Para a defesa da TAP pública e da sua nacionalização, o nosso primeiro-ministro chegou a comparar os aviões da TAP às nossas gloriosas caravelas dos Descobrimentos. O primeiro-ministro, que é uma pessoa culta, sabe que as caravelas dos descobrimentos não eram propriamente “portuguesas”, apesar de nos terem trazido grande lucro, já agora, ao invés da TAP. De facto, as caravelas não navegaram a expensas do reino de Portugal. Senão vejamos: “Em 1502, foi dada aos florentinos a possibilidade de acompanhar a expedição de Vasco da Gama. Na altura, já vários bancos comerciais alemães estavam interessados no empreendimento. Após 1503, foi investido um impressionante capital alemão nas viagens ao Oriente. A importância do investimento privado tornou-se evidente em 1505, quando D. Manuel decidiu enviar outra grande frota de guerra para o Oriente, sob o comando de Francisco de Almeida. Estima-se que o custo dessa armada tenha ascendido aos duzentos e cinquenta mil cruzados, o que representava mais de três quartos do rendimento anual da Coroa. Metade do valor era financiado pelos consórcios privados alemães e italianos.” (Malyn Newitt, 2005)
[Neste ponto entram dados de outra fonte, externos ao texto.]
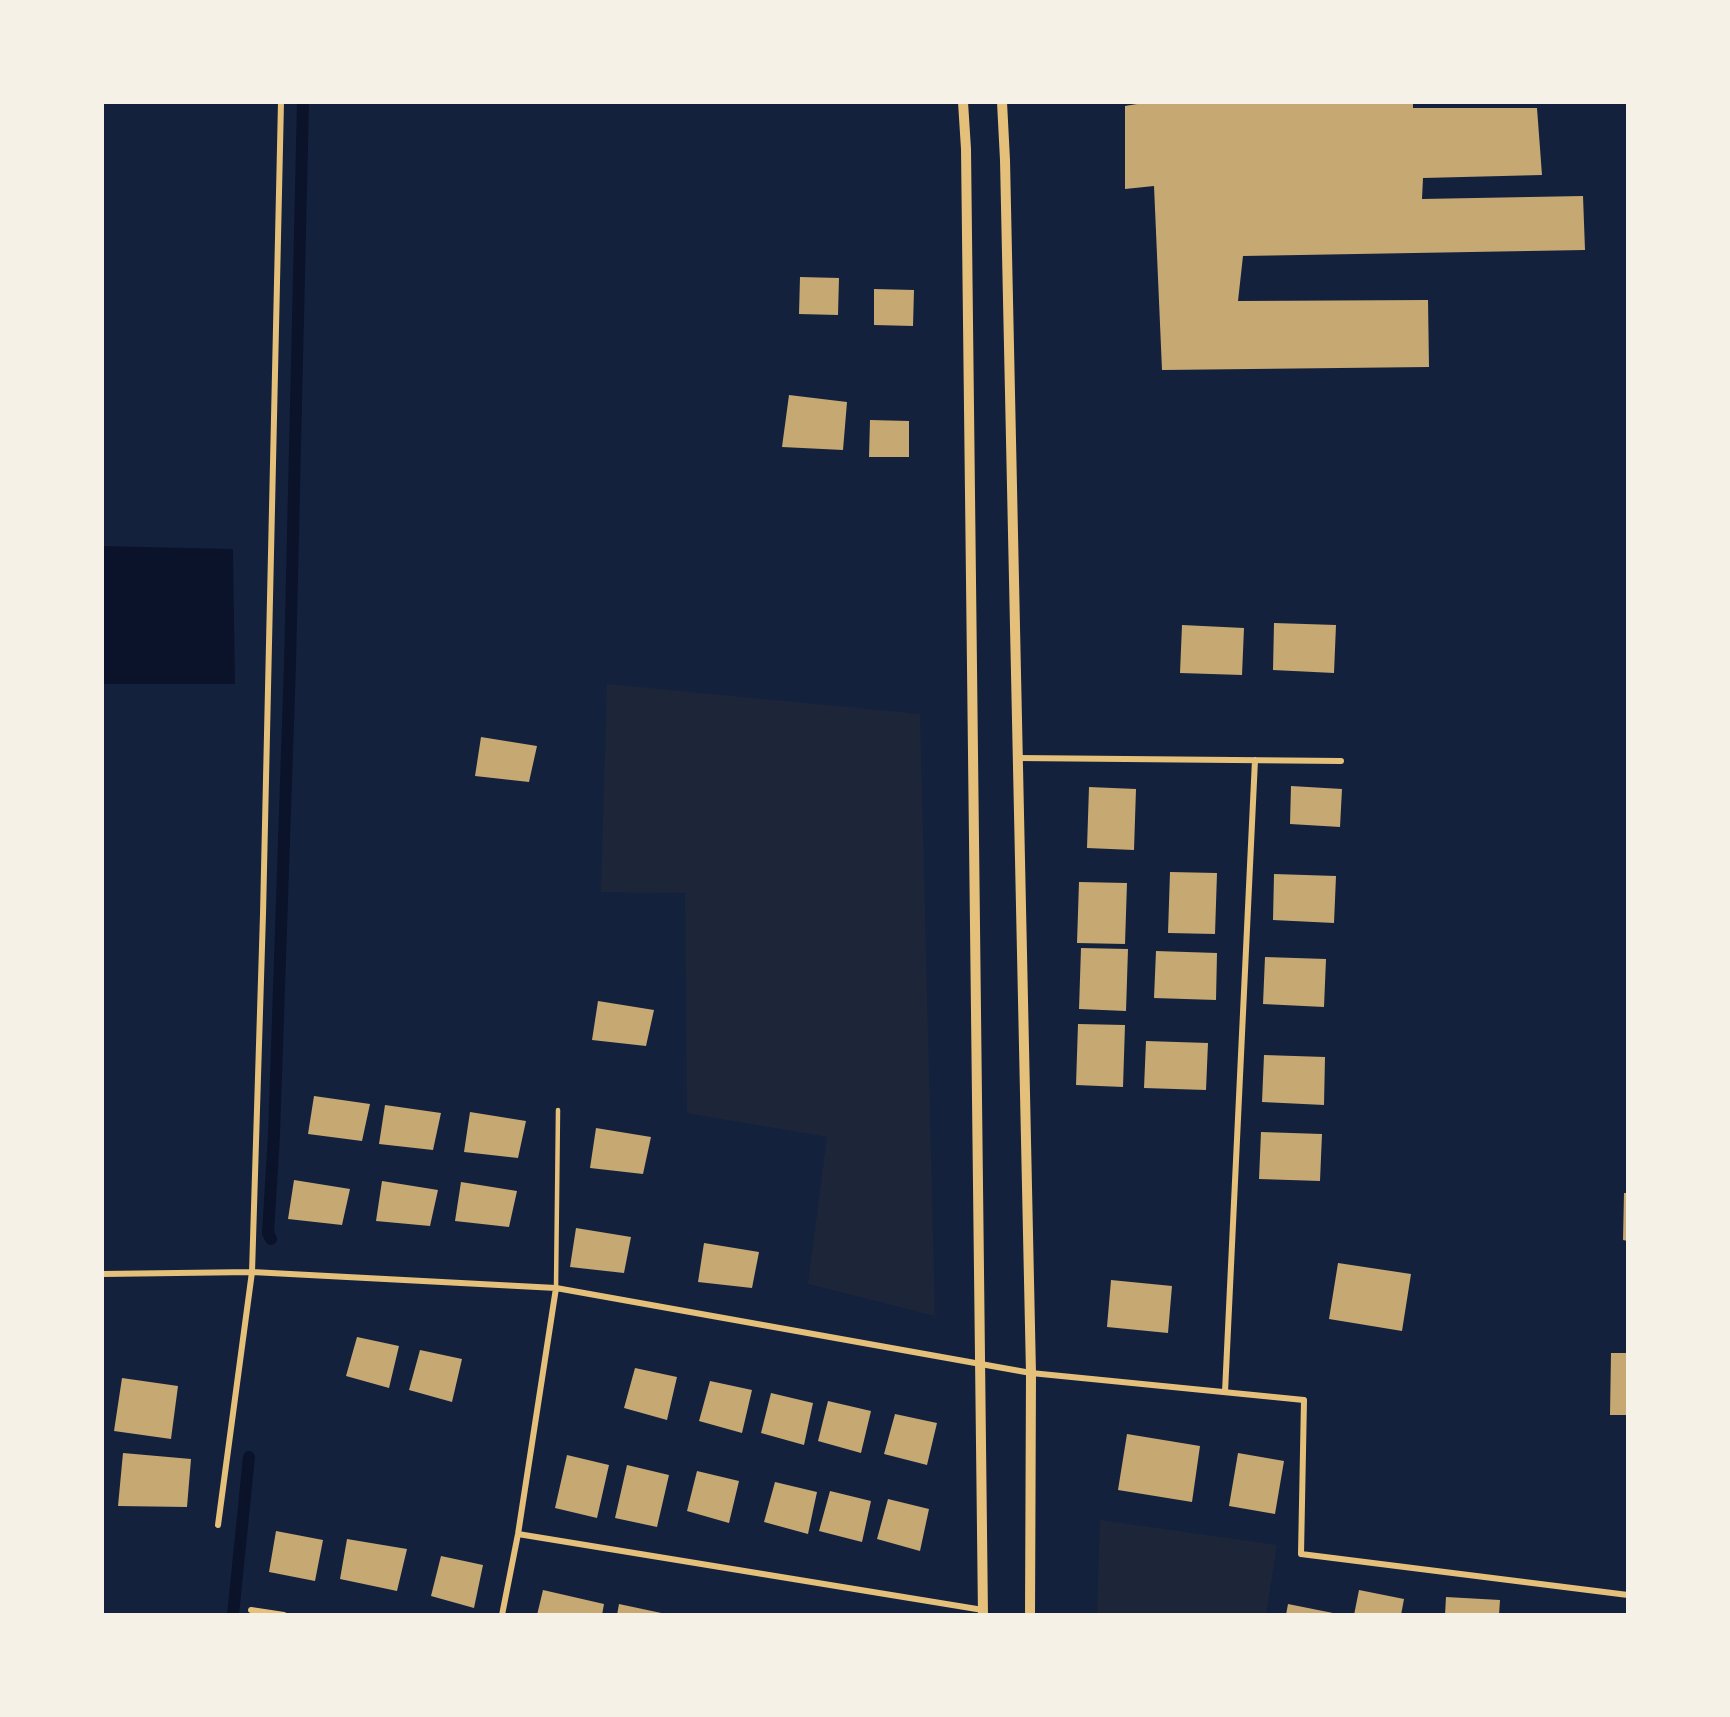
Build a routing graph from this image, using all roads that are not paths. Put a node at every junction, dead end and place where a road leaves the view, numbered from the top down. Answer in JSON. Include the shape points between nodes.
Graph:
{"nodes":[{"id":1,"x":281,"y":102,"type":"edge"},
{"id":2,"x":963,"y":102,"type":"edge"},
{"id":3,"x":1002,"y":102,"type":"edge"},
{"id":4,"x":1018,"y":758,"type":"junction"},
{"id":5,"x":1255,"y":760,"type":"junction"},
{"id":6,"x":1341,"y":761,"type":"dead end"},
{"id":7,"x":558,"y":1110,"type":"dead end"},
{"id":8,"x":252,"y":1272,"type":"junction"},
{"id":9,"x":102,"y":1274,"type":"edge"},
{"id":10,"x":556,"y":1288,"type":"junction"},
{"id":11,"x":980,"y":1364,"type":"junction"},
{"id":12,"x":1031,"y":1374,"type":"junction"},
{"id":13,"x":1225,"y":1392,"type":"junction"},
{"id":14,"x":218,"y":1526,"type":"dead end"},
{"id":15,"x":518,"y":1534,"type":"junction"},
{"id":16,"x":1628,"y":1595,"type":"edge"},
{"id":17,"x":251,"y":1610,"type":"dead end"},
{"id":18,"x":983,"y":1612,"type":"edge"},
{"id":19,"x":284,"y":1615,"type":"edge"},
{"id":20,"x":502,"y":1615,"type":"edge"},
{"id":21,"x":1030,"y":1615,"type":"edge"}],
"edges":[{"from":1,"to":8,"type":"street"},
{"from":2,"to":11,"type":"street"},
{"from":3,"to":4,"type":"street"},
{"from":4,"to":5,"type":"street"},
{"from":4,"to":12,"type":"street"},
{"from":5,"to":6,"type":"street"},
{"from":5,"to":13,"type":"street"},
{"from":7,"to":10,"type":"lane"},
{"from":8,"to":9,"type":"street"},
{"from":8,"to":10,"type":"street"},
{"from":8,"to":14,"type":"street"},
{"from":10,"to":11,"type":"street"},
{"from":10,"to":15,"type":"street"},
{"from":11,"to":12,"type":"street"},
{"from":11,"to":18,"type":"street"},
{"from":12,"to":13,"type":"street"},
{"from":12,"to":21,"type":"street"},
{"from":13,"to":16,"type":"street","via":[[1304,1400],[1301,1554]]},
{"from":15,"to":18,"type":"street"},
{"from":15,"to":20,"type":"street"},
{"from":17,"to":19,"type":"street"}]}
De facto, sem qualquer desprimor e mais uma vez sem preconceito, se alguma relação existe entre a TAP e as caravelas é que de facto a TAP foi no século XX a companhia aérea do império colonial português. Com o fim do império em 1974, a TAP ficou de certo modo num limbo, do qual, verdade seja dita, nunca conseguiu sair. A entrada de Portugal na União Europeia, as regras da concorrência apertada, a proibição de ajudas de Estado às companhias e o surgimento das low-cost fizeram o resto: a viabilidade da TAP como companhia autónoma no contexto europeu afigura-se uma impossibilidade evidente. Acontece que a larga maioria dos portugueses gosta da TAP e deseja que exista uma companhia aérea com as cores nacionais. Até porque, com justiça, entendem que a TAP é uma companhia segura, não fosse os seus crónicos atrasos e cancelamentos, por falta de organização e por insuficiência de pessoal. Os despedimentos, de facto melhoram as contas para efeito dos prémios aos gestores, mas as queixas dos clientes prejudicados não contam a débito para tais prémios. Se o grande mérito da gestão é obter lucros à custa de despedimento de pessoal necessário, sem qualquer preocupação com as consequências disso quanto aos direitos dos clientes, certamente se encontrará, por exemplo, um barbeiro desempregado de qualquer Fornos de Algodres para gerir a TAP, de modo mais barato e com os mesmos resultados.
Tudo indica que por questões de dimensão e efeito de escala, a TAP, tal como tantas outras companhias europeias, terá de se integrar num grupo ou numa companhia de aviação muito maior, mantendo a identidade nacional, mas obviamente sem o controlo político do Estado português ou de qualquer outro Estado.
Ideologicamente pode defender-se uma TAP pública, nomeadamente para defender a coesão nacional (?) e garantir as viagens da diáspora, como se esta não tivesse à sua disposição outras centenas de companhias aéreas. Pode até afirmar-se, à moda de panfleto do século XIX, que “Portugal não está à venda”, como fazem os subscritores do texto que aqui referimos, algo que até deve ter perturbado o rei mercador D. Manuel I, no seu túmulo secular. Agora afirmar que a TAP isolada pode ser lucrativa e competitiva no quadro actual da aviação europeia simplesmente não é sério. Ou então, vamos para a solução do arroz japonês, com os portugueses a subsidiar a companhia e a União Europeia a fingir que não vê.